§ BRIEF
From the listing below, retype exactly the line holding "Build a routing", the line holding "it links to.", and the lines between them; skip everything else.

§ DATA EXCERPTS
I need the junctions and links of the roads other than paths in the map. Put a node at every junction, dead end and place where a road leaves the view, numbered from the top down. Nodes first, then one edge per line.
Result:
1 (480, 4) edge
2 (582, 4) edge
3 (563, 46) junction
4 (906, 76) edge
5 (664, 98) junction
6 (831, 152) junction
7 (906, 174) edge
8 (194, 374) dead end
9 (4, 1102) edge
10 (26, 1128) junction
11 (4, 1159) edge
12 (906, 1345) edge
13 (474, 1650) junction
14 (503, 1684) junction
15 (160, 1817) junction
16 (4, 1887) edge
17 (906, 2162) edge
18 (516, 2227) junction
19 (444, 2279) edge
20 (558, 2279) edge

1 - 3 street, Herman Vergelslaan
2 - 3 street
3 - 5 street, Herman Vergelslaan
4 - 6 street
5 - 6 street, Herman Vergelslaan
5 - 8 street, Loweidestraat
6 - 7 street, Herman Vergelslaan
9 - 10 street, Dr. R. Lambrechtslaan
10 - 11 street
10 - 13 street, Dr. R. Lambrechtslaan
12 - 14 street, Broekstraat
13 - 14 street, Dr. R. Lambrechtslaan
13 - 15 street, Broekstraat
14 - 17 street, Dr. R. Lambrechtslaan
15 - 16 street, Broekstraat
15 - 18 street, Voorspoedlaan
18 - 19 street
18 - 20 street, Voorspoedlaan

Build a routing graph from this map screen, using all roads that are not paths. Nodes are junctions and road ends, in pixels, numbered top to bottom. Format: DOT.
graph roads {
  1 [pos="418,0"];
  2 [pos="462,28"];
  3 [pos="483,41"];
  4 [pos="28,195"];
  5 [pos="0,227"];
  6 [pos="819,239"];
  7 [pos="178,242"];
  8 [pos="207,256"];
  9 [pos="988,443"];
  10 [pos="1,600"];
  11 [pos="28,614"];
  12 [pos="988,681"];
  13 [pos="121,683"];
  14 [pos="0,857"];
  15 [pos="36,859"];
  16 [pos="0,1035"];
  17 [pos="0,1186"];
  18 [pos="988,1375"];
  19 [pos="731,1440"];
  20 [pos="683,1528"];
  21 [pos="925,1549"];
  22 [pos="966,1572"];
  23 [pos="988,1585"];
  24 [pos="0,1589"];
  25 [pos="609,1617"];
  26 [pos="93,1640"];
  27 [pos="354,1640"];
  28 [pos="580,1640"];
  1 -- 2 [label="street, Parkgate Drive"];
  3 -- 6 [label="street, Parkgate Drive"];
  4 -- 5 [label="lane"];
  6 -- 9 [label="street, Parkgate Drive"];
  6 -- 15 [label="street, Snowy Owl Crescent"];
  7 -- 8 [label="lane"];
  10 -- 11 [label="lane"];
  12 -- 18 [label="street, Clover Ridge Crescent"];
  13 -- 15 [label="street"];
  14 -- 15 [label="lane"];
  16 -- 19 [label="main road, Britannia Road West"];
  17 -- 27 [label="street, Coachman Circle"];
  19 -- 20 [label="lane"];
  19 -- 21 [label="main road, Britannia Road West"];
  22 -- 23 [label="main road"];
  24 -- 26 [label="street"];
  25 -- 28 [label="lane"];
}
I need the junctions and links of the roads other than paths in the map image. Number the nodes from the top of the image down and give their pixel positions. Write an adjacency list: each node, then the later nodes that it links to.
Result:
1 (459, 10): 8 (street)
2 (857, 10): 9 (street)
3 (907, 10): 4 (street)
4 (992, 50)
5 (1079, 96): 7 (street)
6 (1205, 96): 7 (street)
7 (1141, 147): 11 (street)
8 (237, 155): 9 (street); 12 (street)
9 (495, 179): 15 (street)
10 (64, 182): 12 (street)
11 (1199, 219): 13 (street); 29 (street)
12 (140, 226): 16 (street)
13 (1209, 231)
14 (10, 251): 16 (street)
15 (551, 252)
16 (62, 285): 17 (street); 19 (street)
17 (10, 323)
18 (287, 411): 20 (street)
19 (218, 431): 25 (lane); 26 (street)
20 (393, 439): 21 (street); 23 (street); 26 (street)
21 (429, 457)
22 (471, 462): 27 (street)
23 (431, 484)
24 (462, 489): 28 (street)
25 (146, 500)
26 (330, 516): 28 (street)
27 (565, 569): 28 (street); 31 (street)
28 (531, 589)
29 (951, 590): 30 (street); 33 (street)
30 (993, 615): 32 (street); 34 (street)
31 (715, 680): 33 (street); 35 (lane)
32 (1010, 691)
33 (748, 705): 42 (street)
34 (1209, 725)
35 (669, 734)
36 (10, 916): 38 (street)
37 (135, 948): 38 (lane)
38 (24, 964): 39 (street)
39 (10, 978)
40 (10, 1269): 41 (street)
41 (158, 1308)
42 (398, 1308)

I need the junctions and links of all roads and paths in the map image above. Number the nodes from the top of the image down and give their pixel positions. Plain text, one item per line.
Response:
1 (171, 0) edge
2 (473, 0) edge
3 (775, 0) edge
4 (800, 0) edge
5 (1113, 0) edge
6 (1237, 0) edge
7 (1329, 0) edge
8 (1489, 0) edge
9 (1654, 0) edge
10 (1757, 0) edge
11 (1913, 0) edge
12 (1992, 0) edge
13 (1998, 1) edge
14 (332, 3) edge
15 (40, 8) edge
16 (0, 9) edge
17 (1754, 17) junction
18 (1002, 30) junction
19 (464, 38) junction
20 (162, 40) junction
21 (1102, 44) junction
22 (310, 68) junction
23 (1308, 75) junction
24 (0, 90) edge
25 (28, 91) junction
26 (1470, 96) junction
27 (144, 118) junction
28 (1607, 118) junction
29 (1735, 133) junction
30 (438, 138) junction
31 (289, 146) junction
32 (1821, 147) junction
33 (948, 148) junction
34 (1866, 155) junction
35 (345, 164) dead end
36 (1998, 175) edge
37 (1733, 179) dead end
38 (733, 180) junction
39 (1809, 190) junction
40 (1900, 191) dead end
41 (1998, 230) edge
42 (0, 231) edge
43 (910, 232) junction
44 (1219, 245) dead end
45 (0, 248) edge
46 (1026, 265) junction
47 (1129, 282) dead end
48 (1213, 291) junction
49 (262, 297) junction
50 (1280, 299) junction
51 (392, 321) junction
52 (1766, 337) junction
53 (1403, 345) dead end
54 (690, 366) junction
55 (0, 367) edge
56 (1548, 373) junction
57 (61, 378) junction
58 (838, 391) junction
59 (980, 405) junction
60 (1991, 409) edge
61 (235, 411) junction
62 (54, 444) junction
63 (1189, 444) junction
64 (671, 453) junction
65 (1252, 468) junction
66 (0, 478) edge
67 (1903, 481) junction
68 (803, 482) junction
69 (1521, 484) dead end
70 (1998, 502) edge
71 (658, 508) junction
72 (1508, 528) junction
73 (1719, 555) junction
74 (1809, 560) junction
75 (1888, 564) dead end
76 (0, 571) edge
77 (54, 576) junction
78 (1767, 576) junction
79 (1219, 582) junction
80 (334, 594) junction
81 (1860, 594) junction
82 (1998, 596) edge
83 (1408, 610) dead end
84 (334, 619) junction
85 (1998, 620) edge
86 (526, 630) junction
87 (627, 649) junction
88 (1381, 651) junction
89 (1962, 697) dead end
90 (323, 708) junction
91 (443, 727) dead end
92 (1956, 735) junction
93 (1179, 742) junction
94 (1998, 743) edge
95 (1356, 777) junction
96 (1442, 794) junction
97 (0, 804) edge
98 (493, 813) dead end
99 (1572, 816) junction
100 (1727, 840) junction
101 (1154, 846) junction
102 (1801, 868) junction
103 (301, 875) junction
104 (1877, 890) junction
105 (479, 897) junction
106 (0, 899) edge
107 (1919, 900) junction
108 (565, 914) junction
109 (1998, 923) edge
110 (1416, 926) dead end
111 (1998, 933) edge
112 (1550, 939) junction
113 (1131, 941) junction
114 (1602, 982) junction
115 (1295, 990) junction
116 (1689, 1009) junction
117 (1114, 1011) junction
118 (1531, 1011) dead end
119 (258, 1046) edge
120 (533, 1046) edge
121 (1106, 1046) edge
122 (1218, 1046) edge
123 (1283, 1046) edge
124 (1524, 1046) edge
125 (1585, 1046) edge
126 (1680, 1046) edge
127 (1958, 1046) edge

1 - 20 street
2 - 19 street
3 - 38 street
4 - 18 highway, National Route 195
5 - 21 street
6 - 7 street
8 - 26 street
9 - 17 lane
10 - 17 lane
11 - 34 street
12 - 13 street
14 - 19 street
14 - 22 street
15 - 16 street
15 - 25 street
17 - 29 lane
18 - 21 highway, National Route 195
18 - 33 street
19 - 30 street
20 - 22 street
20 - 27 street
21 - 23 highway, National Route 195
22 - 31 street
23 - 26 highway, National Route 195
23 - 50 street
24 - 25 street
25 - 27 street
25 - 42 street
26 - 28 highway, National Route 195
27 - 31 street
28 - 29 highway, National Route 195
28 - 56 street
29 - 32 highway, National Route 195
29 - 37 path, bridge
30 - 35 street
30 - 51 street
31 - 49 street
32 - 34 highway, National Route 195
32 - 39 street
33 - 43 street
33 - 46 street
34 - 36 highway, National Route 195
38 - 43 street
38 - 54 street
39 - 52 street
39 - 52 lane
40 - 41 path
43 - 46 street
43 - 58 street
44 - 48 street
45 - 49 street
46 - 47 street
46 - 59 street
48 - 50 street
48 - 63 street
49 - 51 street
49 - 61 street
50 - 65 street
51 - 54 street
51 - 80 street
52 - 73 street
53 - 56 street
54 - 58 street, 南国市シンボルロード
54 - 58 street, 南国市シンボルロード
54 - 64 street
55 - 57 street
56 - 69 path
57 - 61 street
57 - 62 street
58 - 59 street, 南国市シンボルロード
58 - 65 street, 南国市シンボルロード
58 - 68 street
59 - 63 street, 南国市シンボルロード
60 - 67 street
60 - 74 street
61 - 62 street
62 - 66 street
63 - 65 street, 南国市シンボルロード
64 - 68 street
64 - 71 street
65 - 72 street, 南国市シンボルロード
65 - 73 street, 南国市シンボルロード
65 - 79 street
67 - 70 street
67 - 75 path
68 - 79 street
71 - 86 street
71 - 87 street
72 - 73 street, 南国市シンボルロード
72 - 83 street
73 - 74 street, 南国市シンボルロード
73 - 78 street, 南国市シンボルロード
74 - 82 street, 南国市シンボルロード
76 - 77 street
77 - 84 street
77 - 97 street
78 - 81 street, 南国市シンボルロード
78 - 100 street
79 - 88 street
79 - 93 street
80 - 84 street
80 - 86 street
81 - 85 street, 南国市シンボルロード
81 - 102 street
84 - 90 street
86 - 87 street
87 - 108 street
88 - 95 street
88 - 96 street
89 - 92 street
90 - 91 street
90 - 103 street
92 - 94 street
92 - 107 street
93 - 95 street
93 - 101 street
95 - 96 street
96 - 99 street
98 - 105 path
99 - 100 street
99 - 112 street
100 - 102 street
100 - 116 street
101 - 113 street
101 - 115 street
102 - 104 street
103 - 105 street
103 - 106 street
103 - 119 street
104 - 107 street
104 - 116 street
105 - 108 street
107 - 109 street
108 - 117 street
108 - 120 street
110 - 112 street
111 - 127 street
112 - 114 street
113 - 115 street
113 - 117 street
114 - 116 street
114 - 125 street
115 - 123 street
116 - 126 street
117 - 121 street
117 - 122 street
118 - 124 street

§ TASK RESULT
Build a routing graph from this map screen, using all roads that are not paths. Nodes are junctions and road ends, in pixels, numbered top to bottom. Format: DOT.
graph roads {
  1 [pos="418,0"];
  2 [pos="462,28"];
  3 [pos="483,41"];
  4 [pos="28,195"];
  5 [pos="0,227"];
  6 [pos="819,239"];
  7 [pos="178,242"];
  8 [pos="207,256"];
  9 [pos="988,443"];
  10 [pos="1,600"];
  11 [pos="28,614"];
  12 [pos="988,681"];
  13 [pos="121,683"];
  14 [pos="0,857"];
  15 [pos="36,859"];
  16 [pos="0,1035"];
  17 [pos="0,1186"];
  18 [pos="988,1375"];
  19 [pos="731,1440"];
  20 [pos="683,1528"];
  21 [pos="925,1549"];
  22 [pos="966,1572"];
  23 [pos="988,1585"];
  24 [pos="0,1589"];
  25 [pos="609,1617"];
  26 [pos="93,1640"];
  27 [pos="354,1640"];
  28 [pos="580,1640"];
  1 -- 2 [label="street, Parkgate Drive"];
  3 -- 6 [label="street, Parkgate Drive"];
  4 -- 5 [label="lane"];
  6 -- 9 [label="street, Parkgate Drive"];
  6 -- 15 [label="street, Snowy Owl Crescent"];
  7 -- 8 [label="lane"];
  10 -- 11 [label="lane"];
  12 -- 18 [label="street, Clover Ridge Crescent"];
  13 -- 15 [label="street"];
  14 -- 15 [label="lane"];
  16 -- 19 [label="main road, Britannia Road West"];
  17 -- 27 [label="street, Coachman Circle"];
  19 -- 20 [label="lane"];
  19 -- 21 [label="main road, Britannia Road West"];
  22 -- 23 [label="main road"];
  24 -- 26 [label="street"];
  25 -- 28 [label="lane"];
}
I need the junctions and links of the roads other than paths in the map image. Number the nodes from the top of the image down and give their pixel positions. Write an adjacency list: each node, then the later nodes that it links to.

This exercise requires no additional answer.